What you have to do >>
Restate each record word for word, omitting whatever pictures it holds.

Available data >>
================================
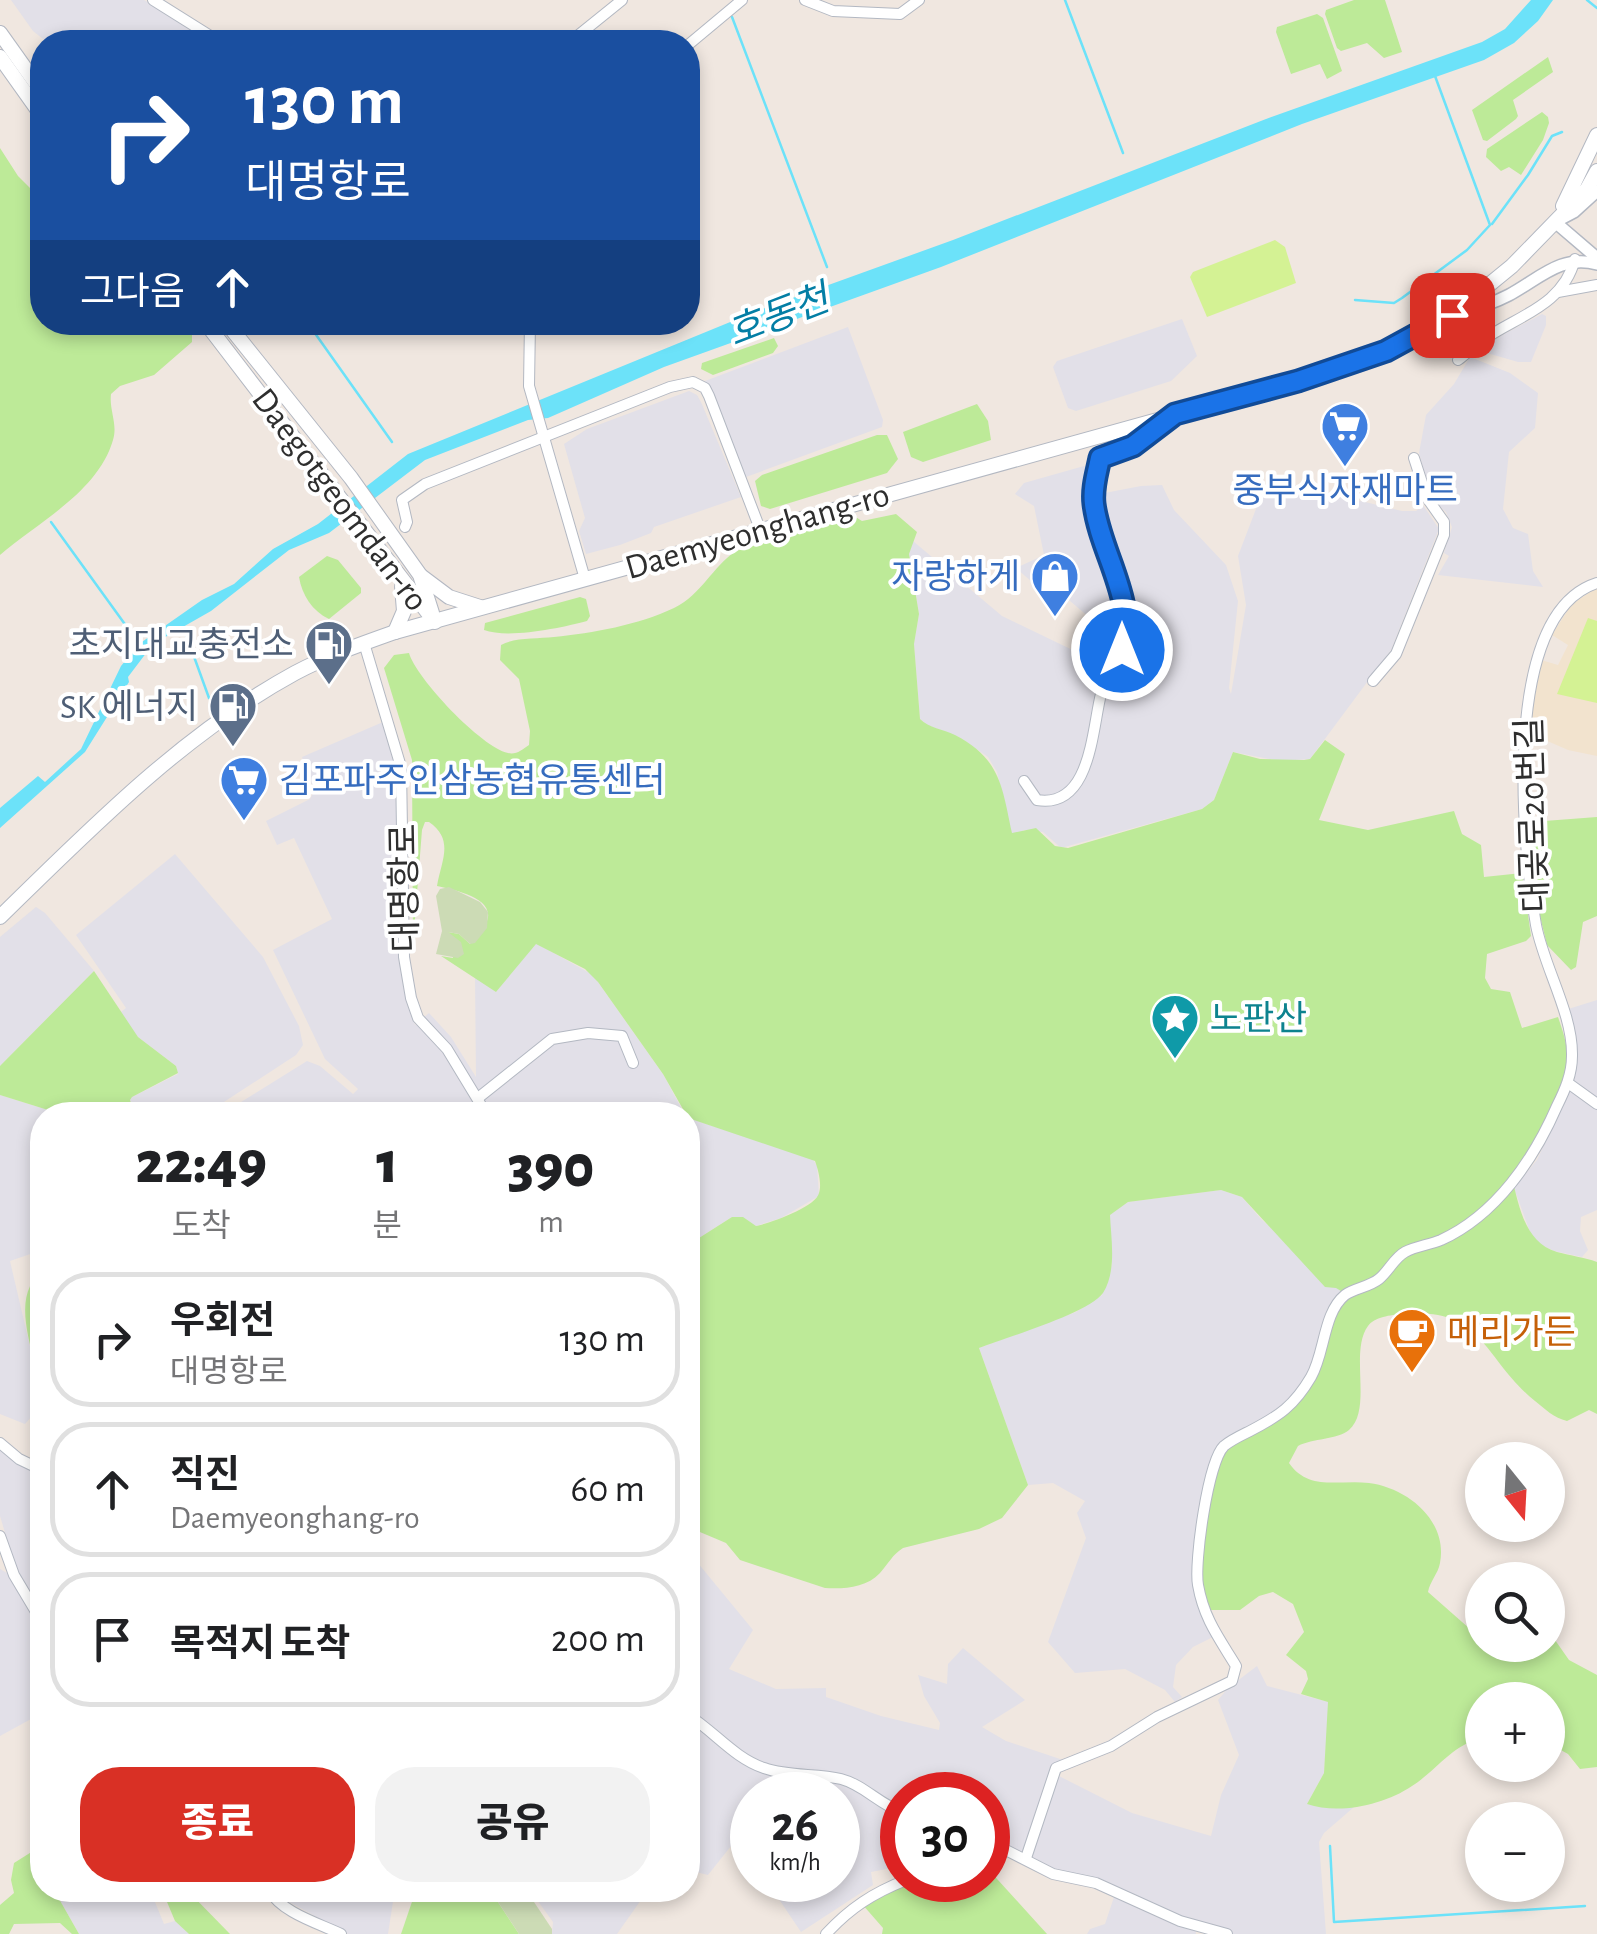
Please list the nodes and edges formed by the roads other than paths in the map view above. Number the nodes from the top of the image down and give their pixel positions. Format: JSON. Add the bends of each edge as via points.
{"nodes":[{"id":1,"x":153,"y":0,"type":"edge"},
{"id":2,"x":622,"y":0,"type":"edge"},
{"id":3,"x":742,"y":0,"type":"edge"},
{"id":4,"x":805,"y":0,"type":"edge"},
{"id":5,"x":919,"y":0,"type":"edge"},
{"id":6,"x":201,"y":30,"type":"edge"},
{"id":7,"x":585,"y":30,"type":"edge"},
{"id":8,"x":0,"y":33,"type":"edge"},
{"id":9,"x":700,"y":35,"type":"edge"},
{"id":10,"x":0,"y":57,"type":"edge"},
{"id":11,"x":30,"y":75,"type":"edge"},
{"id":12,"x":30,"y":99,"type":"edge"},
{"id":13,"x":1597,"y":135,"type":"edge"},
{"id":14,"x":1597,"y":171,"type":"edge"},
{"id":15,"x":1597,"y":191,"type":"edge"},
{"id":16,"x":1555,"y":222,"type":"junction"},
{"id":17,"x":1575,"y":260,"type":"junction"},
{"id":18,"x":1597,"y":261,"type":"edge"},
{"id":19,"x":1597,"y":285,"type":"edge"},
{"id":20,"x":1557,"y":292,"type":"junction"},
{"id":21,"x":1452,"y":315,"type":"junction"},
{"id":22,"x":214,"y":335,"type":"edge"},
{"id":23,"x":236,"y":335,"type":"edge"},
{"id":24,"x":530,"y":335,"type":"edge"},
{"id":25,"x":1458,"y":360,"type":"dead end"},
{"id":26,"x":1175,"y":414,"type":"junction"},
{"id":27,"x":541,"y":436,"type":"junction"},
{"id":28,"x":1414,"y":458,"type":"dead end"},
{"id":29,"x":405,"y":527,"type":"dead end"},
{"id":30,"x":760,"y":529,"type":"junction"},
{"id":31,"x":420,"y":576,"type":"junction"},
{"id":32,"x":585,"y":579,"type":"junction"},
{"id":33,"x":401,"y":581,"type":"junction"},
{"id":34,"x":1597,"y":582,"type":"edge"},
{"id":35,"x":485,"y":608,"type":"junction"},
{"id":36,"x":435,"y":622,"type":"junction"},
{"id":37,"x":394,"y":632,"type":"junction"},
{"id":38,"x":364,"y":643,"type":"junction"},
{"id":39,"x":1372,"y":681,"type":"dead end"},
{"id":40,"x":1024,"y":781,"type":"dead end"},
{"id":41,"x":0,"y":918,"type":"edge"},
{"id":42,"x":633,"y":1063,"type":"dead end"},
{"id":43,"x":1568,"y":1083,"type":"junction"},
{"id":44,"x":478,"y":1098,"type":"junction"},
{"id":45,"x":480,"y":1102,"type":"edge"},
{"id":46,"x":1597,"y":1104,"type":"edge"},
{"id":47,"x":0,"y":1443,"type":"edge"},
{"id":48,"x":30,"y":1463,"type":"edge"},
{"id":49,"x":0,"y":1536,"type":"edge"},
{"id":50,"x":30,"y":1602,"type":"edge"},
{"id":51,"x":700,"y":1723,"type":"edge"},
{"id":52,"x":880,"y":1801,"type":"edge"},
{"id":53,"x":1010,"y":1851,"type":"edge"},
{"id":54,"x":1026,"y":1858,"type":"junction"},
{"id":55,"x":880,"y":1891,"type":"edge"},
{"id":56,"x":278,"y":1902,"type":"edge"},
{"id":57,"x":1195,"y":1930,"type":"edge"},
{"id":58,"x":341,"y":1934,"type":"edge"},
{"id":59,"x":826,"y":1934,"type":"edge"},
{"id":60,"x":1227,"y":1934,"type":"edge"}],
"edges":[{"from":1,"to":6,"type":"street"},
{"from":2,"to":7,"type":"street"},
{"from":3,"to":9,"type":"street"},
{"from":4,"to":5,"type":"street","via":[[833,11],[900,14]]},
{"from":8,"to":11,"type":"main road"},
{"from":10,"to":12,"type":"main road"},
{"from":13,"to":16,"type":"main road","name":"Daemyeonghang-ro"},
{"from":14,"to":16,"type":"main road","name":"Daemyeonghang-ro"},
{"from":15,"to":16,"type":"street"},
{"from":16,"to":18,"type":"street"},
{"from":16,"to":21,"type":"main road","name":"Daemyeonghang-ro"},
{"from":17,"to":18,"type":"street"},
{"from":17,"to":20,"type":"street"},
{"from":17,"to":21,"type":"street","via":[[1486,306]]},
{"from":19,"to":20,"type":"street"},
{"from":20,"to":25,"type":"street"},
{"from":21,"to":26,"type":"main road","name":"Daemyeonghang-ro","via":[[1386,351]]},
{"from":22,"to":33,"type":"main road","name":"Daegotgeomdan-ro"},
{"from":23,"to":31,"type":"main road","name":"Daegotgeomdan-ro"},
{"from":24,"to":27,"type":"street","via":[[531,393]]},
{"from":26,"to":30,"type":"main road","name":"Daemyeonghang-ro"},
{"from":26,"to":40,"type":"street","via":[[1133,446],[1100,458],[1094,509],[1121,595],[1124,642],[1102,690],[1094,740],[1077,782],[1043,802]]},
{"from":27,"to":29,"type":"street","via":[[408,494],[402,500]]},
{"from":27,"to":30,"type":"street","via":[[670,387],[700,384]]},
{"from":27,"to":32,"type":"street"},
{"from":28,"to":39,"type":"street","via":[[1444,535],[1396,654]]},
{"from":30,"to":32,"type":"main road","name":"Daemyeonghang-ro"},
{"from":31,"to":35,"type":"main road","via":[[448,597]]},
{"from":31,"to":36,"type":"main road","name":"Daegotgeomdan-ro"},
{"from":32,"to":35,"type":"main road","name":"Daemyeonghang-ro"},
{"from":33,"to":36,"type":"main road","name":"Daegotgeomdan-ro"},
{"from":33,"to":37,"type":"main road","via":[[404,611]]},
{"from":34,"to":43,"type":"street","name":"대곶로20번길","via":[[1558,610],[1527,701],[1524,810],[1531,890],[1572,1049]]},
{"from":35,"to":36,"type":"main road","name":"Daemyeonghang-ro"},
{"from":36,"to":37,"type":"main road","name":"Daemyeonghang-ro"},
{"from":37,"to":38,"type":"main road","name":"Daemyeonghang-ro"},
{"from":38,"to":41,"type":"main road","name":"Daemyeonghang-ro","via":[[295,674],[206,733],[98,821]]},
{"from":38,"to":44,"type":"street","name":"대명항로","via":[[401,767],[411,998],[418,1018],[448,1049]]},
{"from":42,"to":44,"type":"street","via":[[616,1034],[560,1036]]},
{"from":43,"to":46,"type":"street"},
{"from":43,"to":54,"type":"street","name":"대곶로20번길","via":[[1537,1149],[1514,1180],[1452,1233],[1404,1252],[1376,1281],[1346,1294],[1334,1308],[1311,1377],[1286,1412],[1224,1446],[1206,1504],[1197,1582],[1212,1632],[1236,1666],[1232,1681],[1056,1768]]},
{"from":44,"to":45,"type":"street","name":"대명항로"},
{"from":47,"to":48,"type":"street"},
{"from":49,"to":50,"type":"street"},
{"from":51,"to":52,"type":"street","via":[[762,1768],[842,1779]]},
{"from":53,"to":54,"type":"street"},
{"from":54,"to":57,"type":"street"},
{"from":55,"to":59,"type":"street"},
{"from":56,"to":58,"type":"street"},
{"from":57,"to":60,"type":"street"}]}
================================
Solution to this task >>
Please list the nodes and edges formed by the roads other than paths in the map view above. Number the nodes from the top of the image down and give their pixel positions. Format: JSON. Add the bends of each edge as via points.
{"nodes":[{"id":1,"x":153,"y":0,"type":"edge"},
{"id":2,"x":622,"y":0,"type":"edge"},
{"id":3,"x":742,"y":0,"type":"edge"},
{"id":4,"x":805,"y":0,"type":"edge"},
{"id":5,"x":919,"y":0,"type":"edge"},
{"id":6,"x":201,"y":30,"type":"edge"},
{"id":7,"x":585,"y":30,"type":"edge"},
{"id":8,"x":0,"y":33,"type":"edge"},
{"id":9,"x":700,"y":35,"type":"edge"},
{"id":10,"x":0,"y":57,"type":"edge"},
{"id":11,"x":30,"y":75,"type":"edge"},
{"id":12,"x":30,"y":99,"type":"edge"},
{"id":13,"x":1597,"y":135,"type":"edge"},
{"id":14,"x":1597,"y":171,"type":"edge"},
{"id":15,"x":1597,"y":191,"type":"edge"},
{"id":16,"x":1555,"y":222,"type":"junction"},
{"id":17,"x":1575,"y":260,"type":"junction"},
{"id":18,"x":1597,"y":261,"type":"edge"},
{"id":19,"x":1597,"y":285,"type":"edge"},
{"id":20,"x":1557,"y":292,"type":"junction"},
{"id":21,"x":1452,"y":315,"type":"junction"},
{"id":22,"x":214,"y":335,"type":"edge"},
{"id":23,"x":236,"y":335,"type":"edge"},
{"id":24,"x":530,"y":335,"type":"edge"},
{"id":25,"x":1458,"y":360,"type":"dead end"},
{"id":26,"x":1175,"y":414,"type":"junction"},
{"id":27,"x":541,"y":436,"type":"junction"},
{"id":28,"x":1414,"y":458,"type":"dead end"},
{"id":29,"x":405,"y":527,"type":"dead end"},
{"id":30,"x":760,"y":529,"type":"junction"},
{"id":31,"x":420,"y":576,"type":"junction"},
{"id":32,"x":585,"y":579,"type":"junction"},
{"id":33,"x":401,"y":581,"type":"junction"},
{"id":34,"x":1597,"y":582,"type":"edge"},
{"id":35,"x":485,"y":608,"type":"junction"},
{"id":36,"x":435,"y":622,"type":"junction"},
{"id":37,"x":394,"y":632,"type":"junction"},
{"id":38,"x":364,"y":643,"type":"junction"},
{"id":39,"x":1372,"y":681,"type":"dead end"},
{"id":40,"x":1024,"y":781,"type":"dead end"},
{"id":41,"x":0,"y":918,"type":"edge"},
{"id":42,"x":633,"y":1063,"type":"dead end"},
{"id":43,"x":1568,"y":1083,"type":"junction"},
{"id":44,"x":478,"y":1098,"type":"junction"},
{"id":45,"x":480,"y":1102,"type":"edge"},
{"id":46,"x":1597,"y":1104,"type":"edge"},
{"id":47,"x":0,"y":1443,"type":"edge"},
{"id":48,"x":30,"y":1463,"type":"edge"},
{"id":49,"x":0,"y":1536,"type":"edge"},
{"id":50,"x":30,"y":1602,"type":"edge"},
{"id":51,"x":700,"y":1723,"type":"edge"},
{"id":52,"x":880,"y":1801,"type":"edge"},
{"id":53,"x":1010,"y":1851,"type":"edge"},
{"id":54,"x":1026,"y":1858,"type":"junction"},
{"id":55,"x":880,"y":1891,"type":"edge"},
{"id":56,"x":278,"y":1902,"type":"edge"},
{"id":57,"x":1195,"y":1930,"type":"edge"},
{"id":58,"x":341,"y":1934,"type":"edge"},
{"id":59,"x":826,"y":1934,"type":"edge"},
{"id":60,"x":1227,"y":1934,"type":"edge"}],
"edges":[{"from":1,"to":6,"type":"street"},
{"from":2,"to":7,"type":"street"},
{"from":3,"to":9,"type":"street"},
{"from":4,"to":5,"type":"street","via":[[833,11],[900,14]]},
{"from":8,"to":11,"type":"main road"},
{"from":10,"to":12,"type":"main road"},
{"from":13,"to":16,"type":"main road","name":"Daemyeonghang-ro"},
{"from":14,"to":16,"type":"main road","name":"Daemyeonghang-ro"},
{"from":15,"to":16,"type":"street"},
{"from":16,"to":18,"type":"street"},
{"from":16,"to":21,"type":"main road","name":"Daemyeonghang-ro"},
{"from":17,"to":18,"type":"street"},
{"from":17,"to":20,"type":"street"},
{"from":17,"to":21,"type":"street","via":[[1486,306]]},
{"from":19,"to":20,"type":"street"},
{"from":20,"to":25,"type":"street"},
{"from":21,"to":26,"type":"main road","name":"Daemyeonghang-ro","via":[[1386,351]]},
{"from":22,"to":33,"type":"main road","name":"Daegotgeomdan-ro"},
{"from":23,"to":31,"type":"main road","name":"Daegotgeomdan-ro"},
{"from":24,"to":27,"type":"street","via":[[531,393]]},
{"from":26,"to":30,"type":"main road","name":"Daemyeonghang-ro"},
{"from":26,"to":40,"type":"street","via":[[1133,446],[1100,458],[1094,509],[1121,595],[1124,642],[1102,690],[1094,740],[1077,782],[1043,802]]},
{"from":27,"to":29,"type":"street","via":[[408,494],[402,500]]},
{"from":27,"to":30,"type":"street","via":[[670,387],[700,384]]},
{"from":27,"to":32,"type":"street"},
{"from":28,"to":39,"type":"street","via":[[1444,535],[1396,654]]},
{"from":30,"to":32,"type":"main road","name":"Daemyeonghang-ro"},
{"from":31,"to":35,"type":"main road","via":[[448,597]]},
{"from":31,"to":36,"type":"main road","name":"Daegotgeomdan-ro"},
{"from":32,"to":35,"type":"main road","name":"Daemyeonghang-ro"},
{"from":33,"to":36,"type":"main road","name":"Daegotgeomdan-ro"},
{"from":33,"to":37,"type":"main road","via":[[404,611]]},
{"from":34,"to":43,"type":"street","name":"대곶로20번길","via":[[1558,610],[1527,701],[1524,810],[1531,890],[1572,1049]]},
{"from":35,"to":36,"type":"main road","name":"Daemyeonghang-ro"},
{"from":36,"to":37,"type":"main road","name":"Daemyeonghang-ro"},
{"from":37,"to":38,"type":"main road","name":"Daemyeonghang-ro"},
{"from":38,"to":41,"type":"main road","name":"Daemyeonghang-ro","via":[[295,674],[206,733],[98,821]]},
{"from":38,"to":44,"type":"street","name":"대명항로","via":[[401,767],[411,998],[418,1018],[448,1049]]},
{"from":42,"to":44,"type":"street","via":[[616,1034],[560,1036]]},
{"from":43,"to":46,"type":"street"},
{"from":43,"to":54,"type":"street","name":"대곶로20번길","via":[[1537,1149],[1514,1180],[1452,1233],[1404,1252],[1376,1281],[1346,1294],[1334,1308],[1311,1377],[1286,1412],[1224,1446],[1206,1504],[1197,1582],[1212,1632],[1236,1666],[1232,1681],[1056,1768]]},
{"from":44,"to":45,"type":"street","name":"대명항로"},
{"from":47,"to":48,"type":"street"},
{"from":49,"to":50,"type":"street"},
{"from":51,"to":52,"type":"street","via":[[762,1768],[842,1779]]},
{"from":53,"to":54,"type":"street"},
{"from":54,"to":57,"type":"street"},
{"from":55,"to":59,"type":"street"},
{"from":56,"to":58,"type":"street"},
{"from":57,"to":60,"type":"street"}]}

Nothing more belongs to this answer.